■ Work order
Your answer should consist of each line below that includes the word "than".

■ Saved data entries
* * *

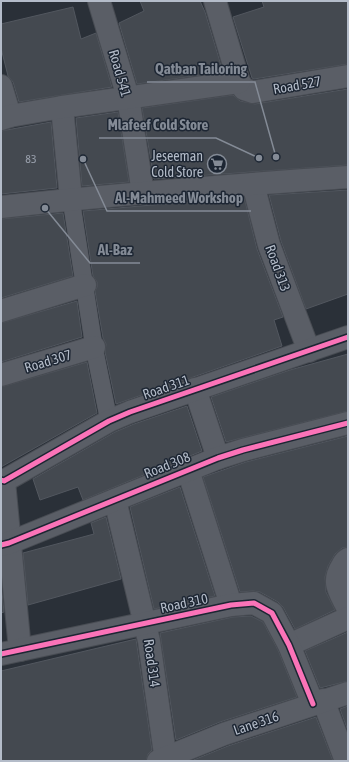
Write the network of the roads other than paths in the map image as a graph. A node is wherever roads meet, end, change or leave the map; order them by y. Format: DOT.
graph roads {
  1 [pos="99,1"];
  2 [pos="215,1"];
  3 [pos="348,76"];
  4 [pos="238,82"];
  5 [pos="1,86"];
  6 [pos="128,98"];
  7 [pos="62,107"];
  8 [pos="5,118"];
  9 [pos="348,177"];
  10 [pos="253,184"];
  11 [pos="143,193"];
  12 [pos="71,199"];
  13 [pos="1,207"];
  14 [pos="85,286"];
  15 [pos="1,311"];
  16 [pos="348,337"];
  17 [pos="94,347"];
  18 [pos="309,350"];
  19 [pos="1,375"];
  20 [pos="195,390"];
  21 [pos="109,421"];
  22 [pos="348,423"];
  23 [pos="218,458"];
  24 [pos="188,470"];
  25 [pos="3,480"];
  26 [pos="115,500"];
  27 [pos="5,544"];
  28 [pos="348,559"];
  29 [pos="231,605"];
  30 [pos="348,608"];
  31 [pos="348,618"];
  32 [pos="145,623"];
  33 [pos="289,644"];
  34 [pos="10,652"];
  35 [pos="348,693"];
  36 [pos="318,702"];
  37 [pos="163,760"];
  38 [pos="346,761"];
  1 -- 6 [label="street, Road 541"];
  2 -- 4 [label="street"];
  3 -- 4 [label="street, Road 527"];
  4 -- 6 [label="street"];
  5 -- 8 [label="street"];
  6 -- 7 [label="street"];
  6 -- 11 [label="street, Road 541"];
  7 -- 8 [label="street"];
  7 -- 12 [label="street"];
  9 -- 10 [label="street"];
  10 -- 11 [label="street"];
  10 -- 18 [label="street, Road 313"];
  11 -- 12 [label="street"];
  12 -- 13 [label="street"];
  12 -- 14 [label="lane"];
  14 -- 15 [label="street"];
  14 -- 17 [label="lane"];
  16 -- 18 [label="street, Road 311"];
  17 -- 19 [label="street, Road 307"];
  17 -- 21 [label="lane"];
  18 -- 20 [label="street, Road 311"];
  20 -- 21 [label="street, Road 311"];
  20 -- 23 [label="street"];
  21 -- 25 [label="street, Road 311"];
  22 -- 23 [label="street, Road 308"];
  23 -- 24 [label="street, Road 308"];
  24 -- 26 [label="street, Road 308"];
  24 -- 29 [label="street, Road 310"];
  25 -- 27 [label="street, Road 310"];
  26 -- 27 [label="street, Road 308"];
  26 -- 32 [label="street, Road 314"];
  27 -- 34 [label="street, Road 310"];
  28 -- 30 [label="street"];
  29 -- 32 [label="street, Road 310"];
  29 -- 33 [label="street, Road 310"];
  31 -- 33 [label="street"];
  32 -- 34 [label="street, Road 310"];
  32 -- 37 [label="street, Road 314"];
  33 -- 36 [label="street, Road 310"];
  35 -- 36 [label="street, Lane 316"];
  36 -- 37 [label="street, Lane 316"];
  36 -- 38 [label="street, Road 310"];
}
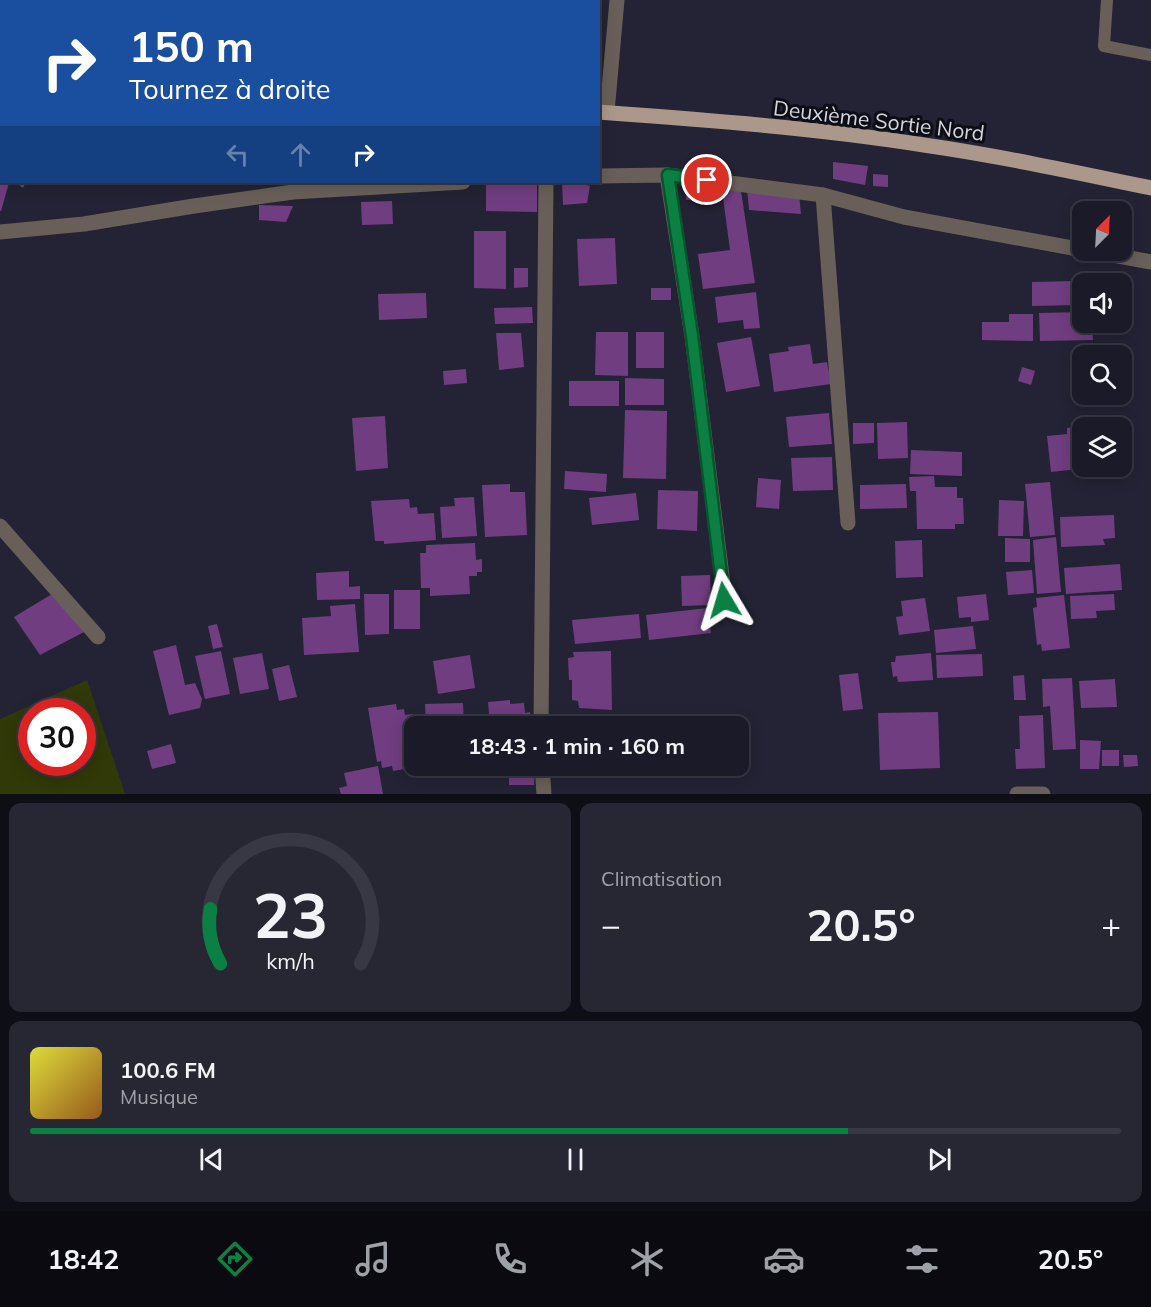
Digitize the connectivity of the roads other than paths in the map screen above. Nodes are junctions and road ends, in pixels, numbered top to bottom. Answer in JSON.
{"nodes":[{"id":1,"x":617,"y":0,"type":"edge"},
{"id":2,"x":1107,"y":0,"type":"edge"},
{"id":3,"x":1151,"y":55,"type":"edge"},
{"id":4,"x":603,"y":112,"type":"edge"},
{"id":5,"x":668,"y":175,"type":"junction"},
{"id":6,"x":600,"y":176,"type":"edge"},
{"id":7,"x":446,"y":183,"type":"edge"},
{"id":8,"x":546,"y":183,"type":"edge"},
{"id":9,"x":1151,"y":189,"type":"edge"},
{"id":10,"x":823,"y":195,"type":"junction"},
{"id":11,"x":0,"y":232,"type":"edge"},
{"id":12,"x":1072,"y":248,"type":"edge"},
{"id":13,"x":1132,"y":259,"type":"edge"},
{"id":14,"x":1151,"y":262,"type":"edge"},
{"id":15,"x":848,"y":523,"type":"dead end"},
{"id":16,"x":0,"y":525,"type":"edge"},
{"id":17,"x":724,"y":600,"type":"dead end"},
{"id":18,"x":98,"y":637,"type":"dead end"},
{"id":19,"x":541,"y":716,"type":"edge"},
{"id":20,"x":543,"y":776,"type":"edge"},
{"id":21,"x":544,"y":794,"type":"edge"},
{"id":22,"x":1017,"y":794,"type":"edge"},
{"id":23,"x":1043,"y":794,"type":"edge"}],
"edges":[{"from":1,"to":4,"type":"street"},
{"from":2,"to":3,"type":"lane"},
{"from":4,"to":9,"type":"main road","name":"Deuxième Sortie Nord"},
{"from":5,"to":6,"type":"street"},
{"from":5,"to":10,"type":"street"},
{"from":5,"to":17,"type":"street"},
{"from":7,"to":11,"type":"street"},
{"from":8,"to":19,"type":"street"},
{"from":10,"to":12,"type":"street"},
{"from":10,"to":15,"type":"street"},
{"from":13,"to":14,"type":"street"},
{"from":16,"to":18,"type":"street"},
{"from":20,"to":21,"type":"street"},
{"from":22,"to":23,"type":"street"}]}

* * *

■ Answer box
Write the network of the roads other than paths in the map image as a graph. A node is wherever roads meet, end, change or leave the map; order them by y. Format: DOT.
Digitize the connectivity of the roads other than paths in the map screen above. Nodes are junctions and road ends, in pixels, numbered top to bottom. Answer in JSON.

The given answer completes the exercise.